Tuesday, August 16, 2011

Who Needs Books??

"10 years ago, I was researching some of the new capabilities of the Xbox and PS2, which seemed poised to reinvigorate interest in console games, and generally change the way people behaved in their living rooms. At the time, I asked several of our TV-related clients if they were thinking about developing video games. They gave me a look like I was slightly batty (a look I’m familiar with) and said no. My logic was this: if we assume the business of a cable company or TV network was to entertain you in the living room, the mode of that entertainment was about to shift and it would be logical to shift with it. Perhaps first person shooters are not the core competency of a cable operator, but evidence suggests that their core competency is getting fewer and fewer eyeballs every day.
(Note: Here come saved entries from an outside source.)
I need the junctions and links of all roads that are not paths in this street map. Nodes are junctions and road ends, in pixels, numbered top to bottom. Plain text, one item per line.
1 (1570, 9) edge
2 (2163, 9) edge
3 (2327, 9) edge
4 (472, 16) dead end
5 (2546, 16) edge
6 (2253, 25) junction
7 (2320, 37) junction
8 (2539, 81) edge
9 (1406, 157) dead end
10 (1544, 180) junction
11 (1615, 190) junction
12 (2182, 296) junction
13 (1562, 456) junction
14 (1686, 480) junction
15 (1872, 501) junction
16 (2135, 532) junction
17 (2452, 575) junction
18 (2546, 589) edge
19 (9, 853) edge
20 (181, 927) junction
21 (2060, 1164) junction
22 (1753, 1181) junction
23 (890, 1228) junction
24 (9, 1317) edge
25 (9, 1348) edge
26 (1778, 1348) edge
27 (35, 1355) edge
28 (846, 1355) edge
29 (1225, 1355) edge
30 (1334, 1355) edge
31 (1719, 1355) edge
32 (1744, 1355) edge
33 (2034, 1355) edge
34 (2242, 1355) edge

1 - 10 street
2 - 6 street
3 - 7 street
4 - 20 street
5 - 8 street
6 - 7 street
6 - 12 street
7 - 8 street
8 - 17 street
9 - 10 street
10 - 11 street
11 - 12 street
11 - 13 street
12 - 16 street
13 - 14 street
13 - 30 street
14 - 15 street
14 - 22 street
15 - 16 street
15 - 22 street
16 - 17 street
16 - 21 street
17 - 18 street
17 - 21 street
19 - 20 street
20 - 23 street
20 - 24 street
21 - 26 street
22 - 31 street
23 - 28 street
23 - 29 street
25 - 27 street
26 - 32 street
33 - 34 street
Fast forward to today. The change in the TV space has been slow, but I still hold to the questions I was asking at the time. Also, I now can make similar observations for other industries. The other day, I was asked to say something about how devices like the iPad would affect large textbook publishers. As a fanatical Kindle owner, I remarked that books, and especially textbooks would certainly move to the digital format very quickly. When the choices are a heavy backpack or a slim device, the choice seems obvious. This led me into all sorts of theories about how the business model would change when books no longer wore out, or when the books themselves were not limited by physical factors. One day, I might say more about that, but in the meantime, I want to focus on another aspect of the shift to digital. I started to ask “once textbooks are digital, should they even be books at all?”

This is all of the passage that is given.